Its like the word "Huan", no one can come to a consensus on what it means but they still use it when they're excited.

But to the ones who do know the word "rapasse", it's insulting to be called because only numbs wear track pants out in public.

Trust me, I spend a week every year in Paris. Usually with some Canadians around. The French are actually much nicer than their reputation, they usually smile tolerantly when the Canadians claim to speak French.
 
Johnnny
#15
Quote: Originally Posted by Tecumsehsbones View Post

Trust me, I spend a week every year in Paris. Usually with some Canadians around. The French are actually much nicer than their reputation, they usually smile tolerantly when the Canadians claim to speak French.

Lol i trust you.

Sometimes I enjoy being the "tete carre" who grew up and rode quads with the French and I think you'd enjoy the experience too.
 
White_Unifier
#16
Quote: Originally Posted by Johnnny View Post

Lol i trust you.

Sometimes I enjoy being the "tete carre" who grew up and rode quads with the French and I think you'd enjoy the experience too.

My mom always calls my dad a square head. As a kid, I called the local English kids English muffins until my dad reminded me that he was English. The local English kids called my friends and me french fries. Yeah, we were already joining gangs by the age of 8.
 
Tecumsehsbones
#17
Quote: Originally Posted by White_Unifier View Post

My mom always calls my dad a square head. As a kid, I called the local English kids English muffins until my dad reminded me that he was English.

You shoulda called him an English muffin. Sometimes the ass-whooping is worth it for the bon mot.
 
White_Unifier
#18
Canada is very united.... Honest!

What irked my dad was that I couldn't pronounce 'th' until around the age of 8.
 
Johnnny
#19
Quote: Originally Posted by White_Unifier View Post

My mom always calls my dad a square head.
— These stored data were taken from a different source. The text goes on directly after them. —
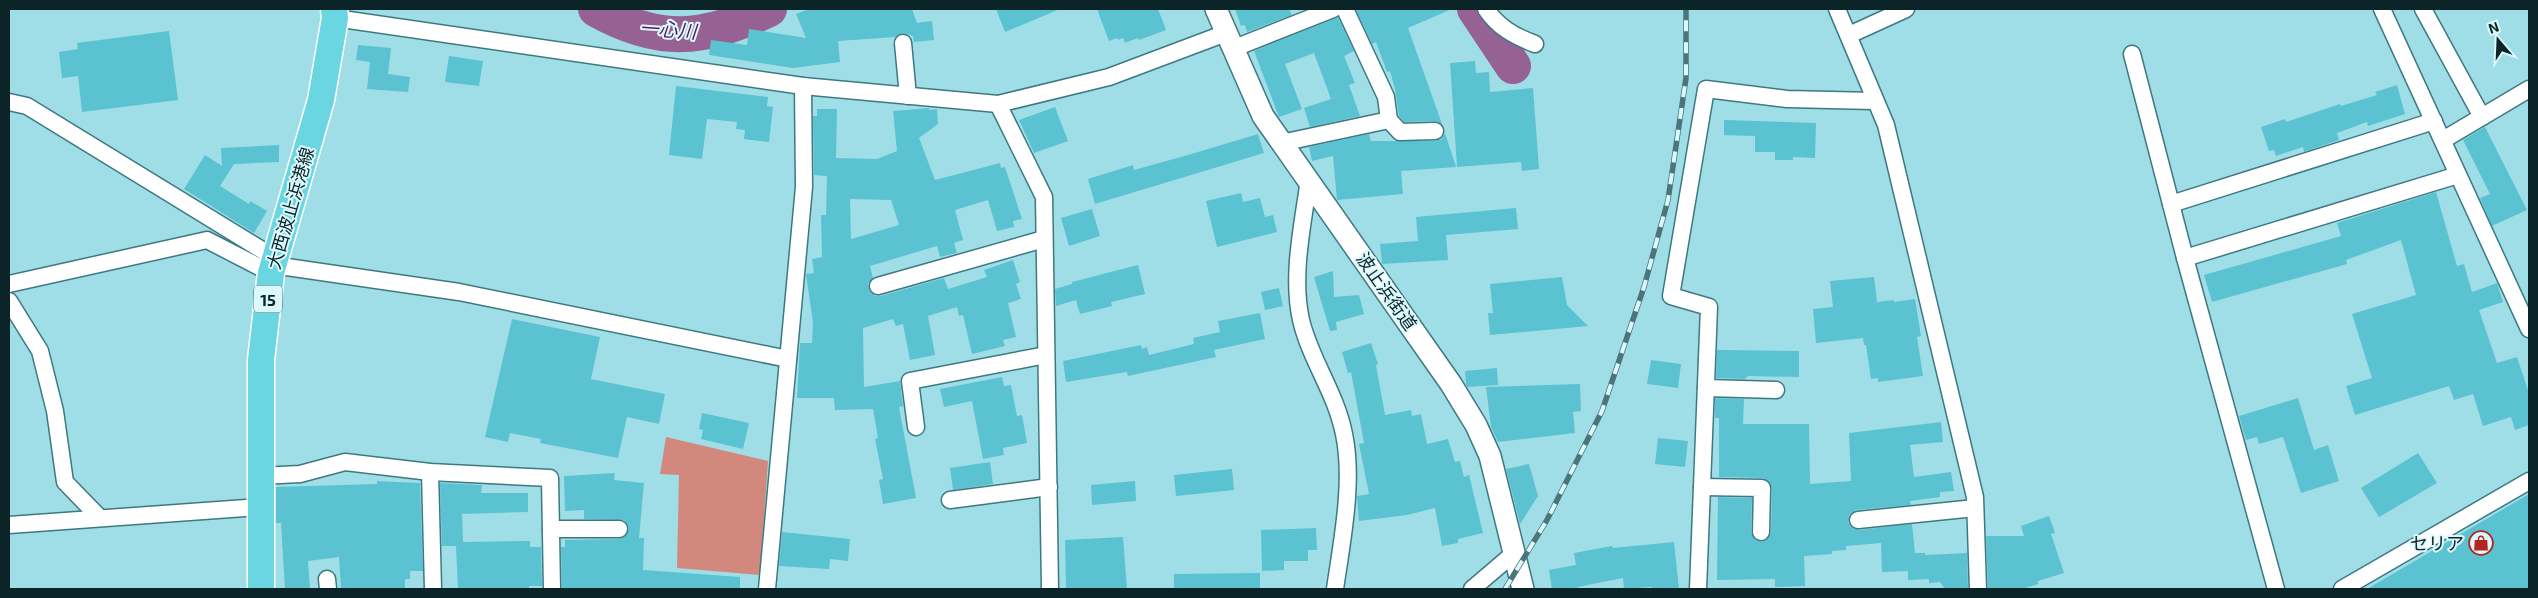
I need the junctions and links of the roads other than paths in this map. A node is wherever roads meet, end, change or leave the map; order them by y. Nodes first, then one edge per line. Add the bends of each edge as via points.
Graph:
1 (1216, 9) edge
2 (1345, 9) edge
3 (1486, 9) edge
4 (1837, 9) edge
5 (1906, 9) edge
6 (2382, 9) edge
7 (2423, 9) edge
8 (1324, 10) edge
9 (335, 13) edge
10 (1849, 35) junction
11 (1229, 41) junction
12 (903, 43) dead end
13 (1535, 44) dead end
14 (2132, 54) dead end
15 (803, 86) junction
16 (2529, 89) edge
17 (908, 96) junction
18 (1874, 101) junction
19 (9, 102) edge
20 (998, 104) junction
21 (2482, 117) junction
22 (1390, 120) junction
23 (2434, 121) junction
24 (1435, 131) dead end
25 (2443, 140) junction
26 (1281, 143) junction
27 (2458, 175) junction
28 (1309, 179) junction
29 (2172, 204) junction
30 (1044, 239) junction
31 (2185, 258) junction
32 (273, 265) junction
33 (9, 284) edge
34 (878, 286) dead end
35 (9, 301) edge
36 (2529, 329) edge
37 (1046, 355) junction
38 (788, 359) junction
39 (1706, 388) junction
40 (1776, 390) dead end
41 (916, 427) dead end
42 (430, 472) junction
43 (260, 476) junction
44 (2529, 481) edge
45 (1702, 487) junction
46 (1049, 488) junction
47 (950, 500) dead end
48 (260, 507) junction
49 (1975, 508) junction
50 (100, 518) junction
51 (1858, 520) dead end
52 (9, 525) edge
53 (551, 529) junction
54 (619, 529) dead end
55 (1761, 532) dead end
56 (1513, 554) junction
57 (261, 589) edge
58 (433, 589) edge
59 (552, 589) edge
60 (767, 589) edge
61 (1050, 589) edge
62 (1335, 589) edge
63 (1472, 589) edge
64 (1522, 589) edge
65 (1698, 589) edge
66 (1978, 589) edge
67 (2276, 589) edge
68 (2342, 589) edge

1 - 11 street, 波止浜街道
2 - 22 street via 1386,96
3 - 13 street via 1493,20 1514,36
4 - 10 street
5 - 10 street
6 - 23 street
7 - 21 street
8 - 11 street
9 - 15 street
9 - 32 main road, 大西波止浜港線 / 15 via 321,100
10 - 18 street
11 - 20 street via 1109,77
11 - 26 street, 波止浜街道 via 1263,116
12 - 17 street
14 - 29 street
15 - 17 street
15 - 38 street via 804,187
16 - 21 street
17 - 20 street
18 - 39 street via 1787,99 1706,90 1671,296 1709,307
18 - 49 street via 1886,125
19 - 32 street via 27,106
20 - 30 street via 1044,197
21 - 25 street
22 - 24 street via 1400,132
22 - 26 street
23 - 25 street
23 - 29 street
25 - 27 street
26 - 28 street, 波止浜街道
27 - 31 street
27 - 36 street
28 - 56 street, 波止浜街道 via 1452,384 1476,425 1490,456
28 - 62 street via 1301,233 1298,286 1301,320 1334,399 1344,434 1348,470
29 - 31 street
30 - 34 street
30 - 37 street
31 - 67 street
32 - 33 street via 207,240
32 - 38 street via 459,292
32 - 43 main road, 大西波止浜港線 / 15 via 261,360
35 - 50 street via 40,351 55,411 65,482
37 - 41 street via 910,381
37 - 46 street
38 - 60 street
39 - 40 street
39 - 45 street
42 - 43 street via 346,462 300,474
42 - 53 street via 550,478
42 - 58 street
43 - 48 main road, 大西波止浜港線 / 15
44 - 68 street
45 - 55 street via 1762,488
45 - 65 street
46 - 47 street
46 - 61 street
48 - 50 street
48 - 57 main road, 大西波止浜港線 / 15
49 - 51 street
49 - 66 street
50 - 52 street
53 - 54 street
53 - 59 street
56 - 63 street
56 - 64 street, 波止浜街道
As a kid, I called the local English kids English muffins until my dad reminded me that he was English. The local English kids called my friends and me french fries. Yeah, we were already joining gangs by the age of 8.

That's so city...

We didn't call each other French fries or English muffins we had fist fights and now we're all friends as "adults".
 
White_Unifier
#20
Fist fights? And I thought we were uncivilized.
 
Johnnny
#21
Quote: Originally Posted by White_Unifier View Post

Fist fights? And I thought we were uncivilized.
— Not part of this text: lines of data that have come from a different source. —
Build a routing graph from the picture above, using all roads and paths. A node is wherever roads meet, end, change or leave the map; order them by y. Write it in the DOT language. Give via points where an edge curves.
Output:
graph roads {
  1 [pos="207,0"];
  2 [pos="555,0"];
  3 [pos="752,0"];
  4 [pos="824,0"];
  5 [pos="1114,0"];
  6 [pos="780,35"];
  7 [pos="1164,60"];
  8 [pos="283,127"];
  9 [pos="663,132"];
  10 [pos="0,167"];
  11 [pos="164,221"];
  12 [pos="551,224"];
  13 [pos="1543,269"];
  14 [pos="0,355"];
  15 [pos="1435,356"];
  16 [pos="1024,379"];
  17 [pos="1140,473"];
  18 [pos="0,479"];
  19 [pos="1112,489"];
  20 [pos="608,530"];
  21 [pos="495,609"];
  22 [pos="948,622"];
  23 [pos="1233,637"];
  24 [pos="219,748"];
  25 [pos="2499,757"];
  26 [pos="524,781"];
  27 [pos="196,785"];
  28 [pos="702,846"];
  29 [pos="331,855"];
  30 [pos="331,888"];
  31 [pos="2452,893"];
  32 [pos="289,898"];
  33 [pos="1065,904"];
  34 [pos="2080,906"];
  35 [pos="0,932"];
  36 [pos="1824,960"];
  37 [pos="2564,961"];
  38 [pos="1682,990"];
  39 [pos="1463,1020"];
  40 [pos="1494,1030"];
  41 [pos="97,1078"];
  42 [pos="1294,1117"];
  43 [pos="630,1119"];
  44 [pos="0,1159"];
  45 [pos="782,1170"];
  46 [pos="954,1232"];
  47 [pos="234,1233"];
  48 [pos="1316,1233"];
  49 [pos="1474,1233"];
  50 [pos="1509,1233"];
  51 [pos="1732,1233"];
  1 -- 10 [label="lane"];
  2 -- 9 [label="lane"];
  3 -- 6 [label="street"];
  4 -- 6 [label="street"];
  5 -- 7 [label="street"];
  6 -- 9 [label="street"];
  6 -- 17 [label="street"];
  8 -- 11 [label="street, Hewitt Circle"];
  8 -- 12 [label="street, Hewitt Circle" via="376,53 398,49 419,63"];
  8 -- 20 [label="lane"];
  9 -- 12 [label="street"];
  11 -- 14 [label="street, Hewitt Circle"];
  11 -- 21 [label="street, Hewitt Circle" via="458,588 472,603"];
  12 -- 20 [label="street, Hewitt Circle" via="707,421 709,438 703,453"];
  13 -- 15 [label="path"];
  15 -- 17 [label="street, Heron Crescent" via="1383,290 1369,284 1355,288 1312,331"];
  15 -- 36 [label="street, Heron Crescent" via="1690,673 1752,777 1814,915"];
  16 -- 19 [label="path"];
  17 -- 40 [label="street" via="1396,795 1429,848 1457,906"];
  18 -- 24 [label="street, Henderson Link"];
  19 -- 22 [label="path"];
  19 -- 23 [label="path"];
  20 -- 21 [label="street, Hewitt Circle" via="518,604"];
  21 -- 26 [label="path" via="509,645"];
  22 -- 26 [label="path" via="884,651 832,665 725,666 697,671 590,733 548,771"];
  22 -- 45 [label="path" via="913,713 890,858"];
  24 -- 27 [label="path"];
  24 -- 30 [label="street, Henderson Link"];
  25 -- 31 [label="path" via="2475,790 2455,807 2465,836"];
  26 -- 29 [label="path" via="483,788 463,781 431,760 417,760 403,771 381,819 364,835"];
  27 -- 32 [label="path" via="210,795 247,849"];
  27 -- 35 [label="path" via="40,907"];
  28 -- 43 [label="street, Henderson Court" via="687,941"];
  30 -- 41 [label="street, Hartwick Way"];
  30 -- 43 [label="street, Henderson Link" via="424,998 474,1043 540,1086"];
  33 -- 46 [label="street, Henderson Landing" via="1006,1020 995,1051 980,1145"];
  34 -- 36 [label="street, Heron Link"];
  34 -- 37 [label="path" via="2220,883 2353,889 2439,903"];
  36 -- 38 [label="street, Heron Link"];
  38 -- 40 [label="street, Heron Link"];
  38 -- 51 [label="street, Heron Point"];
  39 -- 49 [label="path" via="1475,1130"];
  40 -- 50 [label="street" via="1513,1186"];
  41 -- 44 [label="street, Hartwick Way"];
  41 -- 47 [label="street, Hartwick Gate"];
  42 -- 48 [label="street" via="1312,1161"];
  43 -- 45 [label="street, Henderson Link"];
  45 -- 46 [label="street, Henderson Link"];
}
It wasn't mortal kombat. That was then and its now, now, where people have grown up. Well maybe not me but thats ok.
 
Curious Cdn
#22
Quote: Originally Posted by White_Unifier View Post

My mom always calls my dad a square head. As a kid, I called the local English kids English muffins until my dad reminded me that he was English. The local English kids called my friends and me french fries. Yeah, we were already joining gangs by the age of 8.
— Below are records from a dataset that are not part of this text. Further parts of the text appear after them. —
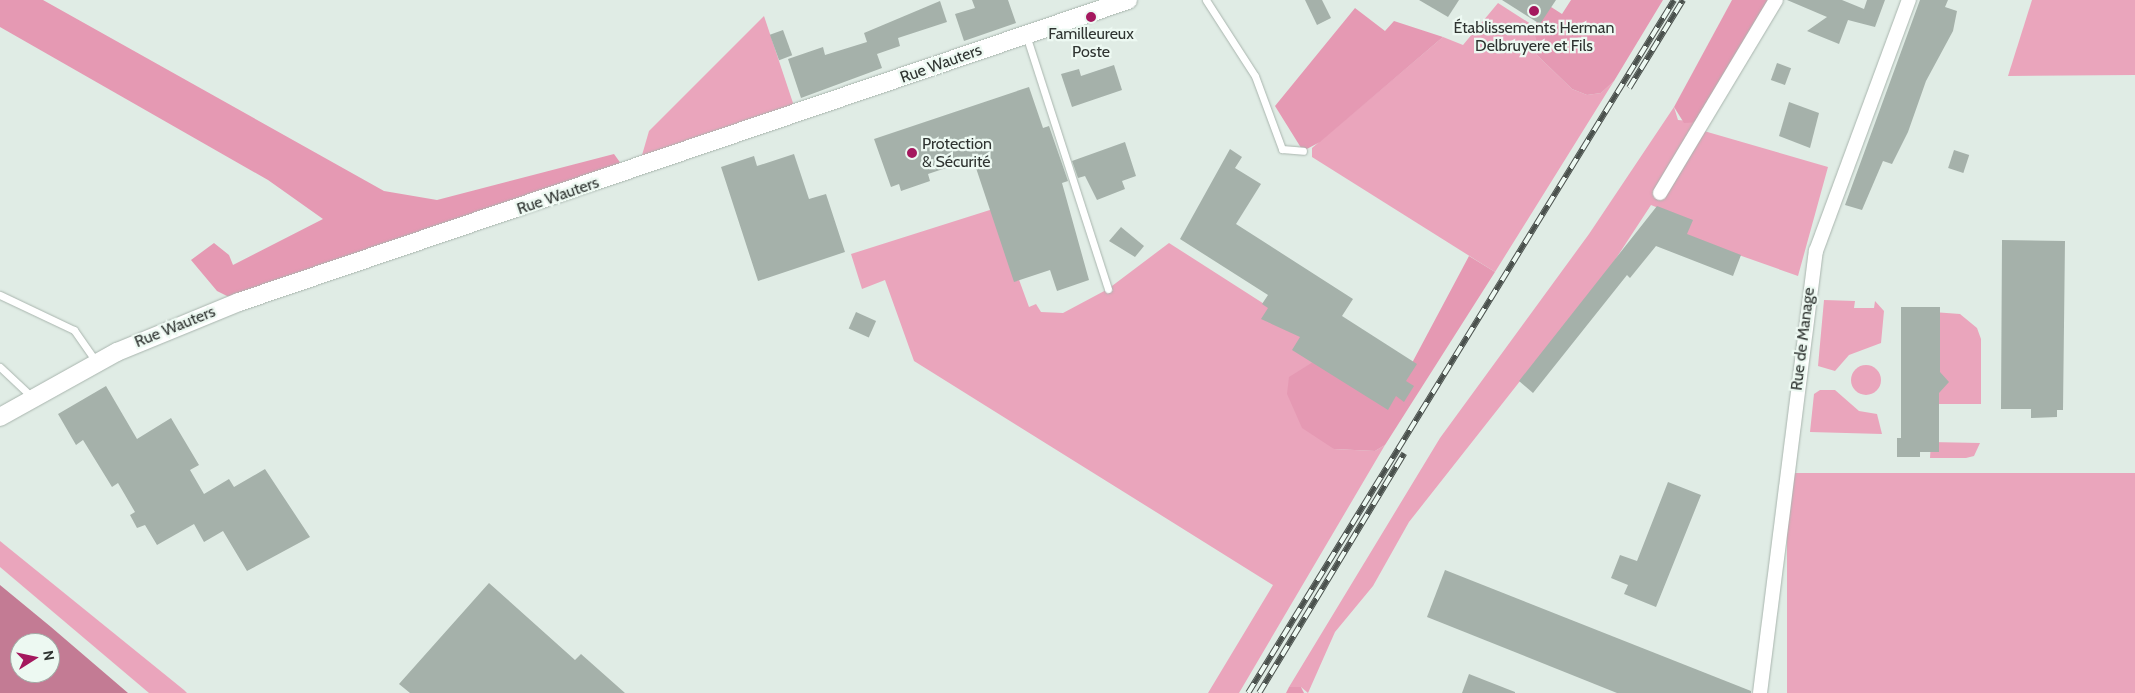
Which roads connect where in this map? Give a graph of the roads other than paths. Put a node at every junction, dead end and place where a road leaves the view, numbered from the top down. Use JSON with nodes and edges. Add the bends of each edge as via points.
{"nodes":[{"id":1,"x":1128,"y":0,"type":"edge"},
{"id":2,"x":1206,"y":0,"type":"edge"},
{"id":3,"x":1776,"y":0,"type":"edge"},
{"id":4,"x":1909,"y":0,"type":"edge"},
{"id":5,"x":1026,"y":35,"type":"junction"},
{"id":6,"x":1302,"y":151,"type":"dead end"},
{"id":7,"x":1660,"y":193,"type":"dead end"},
{"id":8,"x":1108,"y":289,"type":"dead end"},
{"id":9,"x":0,"y":295,"type":"edge"},
{"id":10,"x":96,"y":363,"type":"junction"},
{"id":11,"x":0,"y":367,"type":"edge"},
{"id":12,"x":33,"y":399,"type":"junction"},
{"id":13,"x":0,"y":417,"type":"edge"},
{"id":14,"x":1760,"y":693,"type":"edge"}],
"edges":[{"from":1,"to":5,"type":"street","name":"Rue Wauters"},
{"from":2,"to":6,"type":"lane","via":[[1255,76],[1282,148]]},
{"from":3,"to":7,"type":"street"},
{"from":4,"to":14,"type":"street","name":"Rue de Manage","via":[[1816,251]]},
{"from":5,"to":8,"type":"lane"},
{"from":5,"to":10,"type":"street","name":"Rue Wauters","via":[[239,302],[147,338]]},
{"from":9,"to":10,"type":"lane","via":[[74,330]]},
{"from":10,"to":12,"type":"street","name":"Rue Wauters"},
{"from":11,"to":12,"type":"lane"},
{"from":12,"to":13,"type":"street","name":"Rue Wauters"}]}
Maudit Bloke tête carré ...
 
White_Unifier
#23
Quote: Originally Posted by Curious Cdn View Post

Maudit Bloke tête carré ...

How old were you when you joined a gang?
 
Curious Cdn
+1
#24
Quote: Originally Posted by White_Unifier View Post

How old were you when you joined a gang?

I joined a largely Francophone military unit when I was seventeen.